I present to you one of my MPH writing assignments for Health Policy & Management Class which I completed in the Summer of 2011.
To: Senator Ed Hernandez,
O.D., Chair, Senate Committee on Health
Cc:
Subject: VBAC Support at Every California Hospital
From: Lisa Baracker, Doula and Birth Advocate, Whatadoula
Date: 23 June 2011
Problem Statement
California is the most progressive
state in terms of healthcare. California’s teaching hospitals and research
facilities represent some of the worlds best advances in medicine, its
constituents have passed laws allowing access to medical marijuana, and yet
California women are still subject to hospital policies that impede their right
to birth the way they choose. This is especially true after they have had a
previous caesarean section. What’s more shocking is that there are still
hospitals in California that are refusing to allow women to attempt Vaginal
Birth After Caesarean (VBAC) despite the preponderance of evidence that it is
safe for both moms and babies.
Proposed Solution
There is no reason for a limitation
on VBAC's at any hospital where women give birth, especially given that
"current evidence shows that the majority of women can have safe vaginal
births after prior cesareans.” "[1],[2] Legislation needs to be enacted that requires
hospitals who offer birth services to women to also offer VBAC to those women
who meet the criteria set forth by the American College of Obstetrics and
Gynecologists (ACOG) and widely accepted by the Association of Certified Nurse
Midwives (ACNM) and the Midwives Alliance of North America (MANA). These criteria are very straight
forward and simple to assess and now they need to be put into action at an
administrative level. "The preponderance of evidence suggests that most
patients who have had a low-transverse uterine incision from a previous
cesarean delivery and who have no contraindications for vaginal birth are
candidates for a trial of labor."[3],[4]
The Criteria for a VBAC:
- Women who have had one previous cesarean with a
low-transverse incision.
- Women with a clinically adequate pelvis.
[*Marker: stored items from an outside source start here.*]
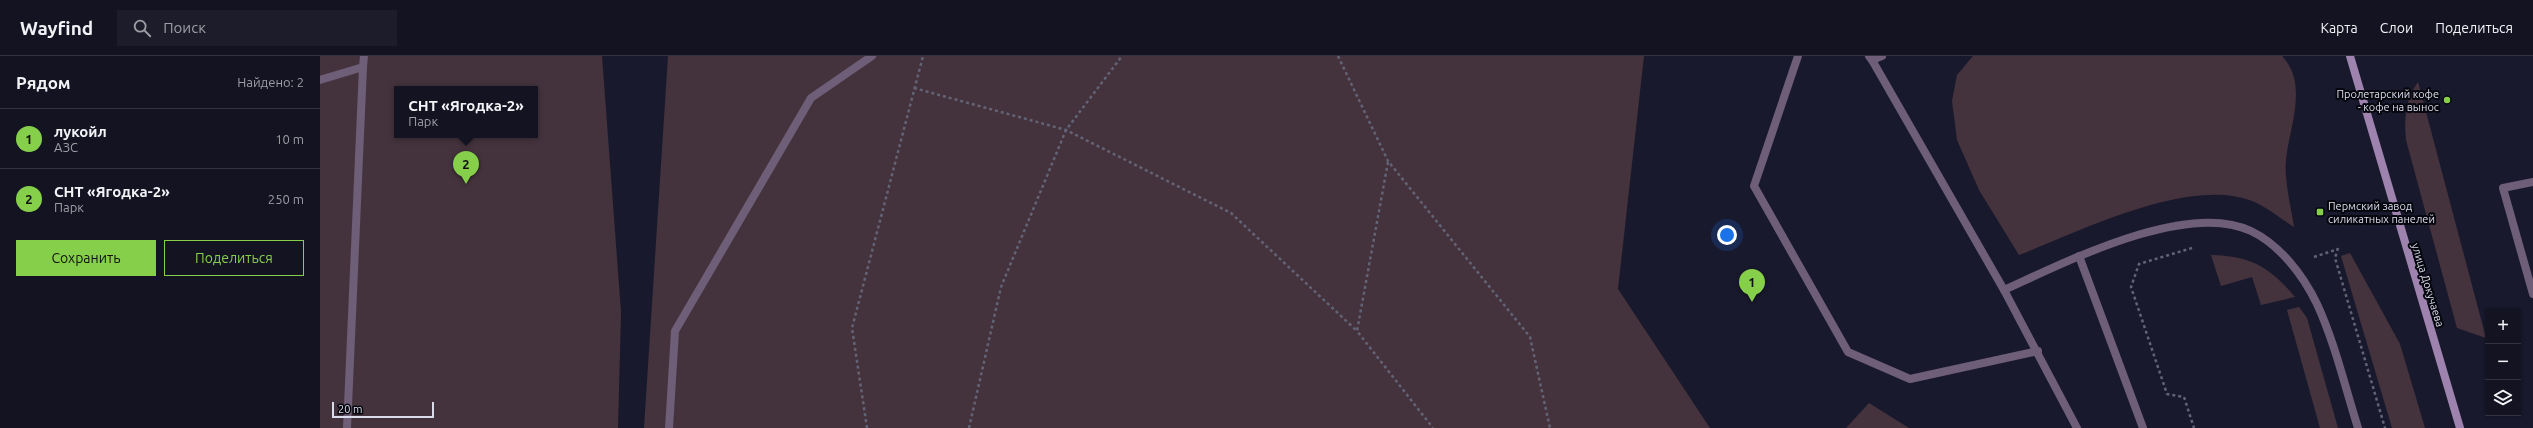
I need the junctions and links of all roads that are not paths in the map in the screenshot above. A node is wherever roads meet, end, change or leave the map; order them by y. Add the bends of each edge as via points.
1 (364, 56) edge
2 (872, 56) edge
3 (1798, 56) edge
4 (1882, 56) edge
5 (2350, 56) edge
6 (1871, 58) edge
7 (363, 67) junction
8 (320, 80) edge
9 (2533, 182) edge
10 (2079, 256) junction
11 (2004, 290) junction
12 (2533, 294) edge
13 (2038, 351) junction
14 (347, 428) edge
15 (669, 428) edge
16 (2077, 428) edge
17 (2143, 428) edge
18 (2358, 428) edge
19 (2460, 428) edge

1 - 7 street
2 - 15 street via 811,98 675,331
3 - 13 street via 1754,186 1848,352 1910,379
4 - 6 street
5 - 19 main road, улица Докучаева
6 - 11 street
7 - 8 street
7 - 14 street
9 - 12 street via 2503,188
10 - 11 street
10 - 17 street
10 - 18 street via 2154,230 2190,223 2226,224 2251,231 2275,248 2292,265 2316,304
11 - 13 street
13 - 16 street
- Women with no other uterine scars or previous uterine
rupture.
- A physician capable of monitoring labor and
performing an emergency cesarean should be immediately available throughout active
labor.
- Anesthesia and personnel for emergency cesarean
delivery should be available.
Major Obstacles/Implementation
Challenges
Currently, all Hospitals in
California that have Labor & Delivery Units are capable of performing
scheduled cesareans, emergency cesareans for vaginal deliveries with
complications, and are required to have anesthesiologists on call 24 hours a
day for emergency surgery. It is
therefore unacceptable that any California Hospital refuse a woman the right to
a VBAC to women who meet the aforementioned criteria. The only thing standing
in the way of VBAC rights are doctors who refuse to comply with the
recommendations of ACOG. Midwifes who offer VBAC services are offering a safe
and ethical service to their patients by allowing them a trial of labor after
cesarean, yet still hospitals and doctors are limiting this service and clearly
this has affected one if not many patients in an adverse, if not wholly
improper manner. Birth is a major life event that significantly impacts a
mother's physical and emotional well-being. A cesarean can be a life-saving
procedure for a mother and/or her baby, but overall, birth by cesarean puts
healthy pregnant women at risk for medical complications.
References, Footnotes, and Exhibits
[1] http://www.vbac.com/
[2] http://www.midwife.org/news.cfm?id=311
[3] Adapted from Vaginal Birth After Previous
Cesarean Delivery. ACOG Practice
Bulletin, Number 54. The American College of Obstetricians and Gynecologists,
409 12th Street SW, P.O. Box 96920, Washington, DC 20090-6920.
[4] Clinical Management Guidelines for
Obstetrician-Gynecologists, July 2004.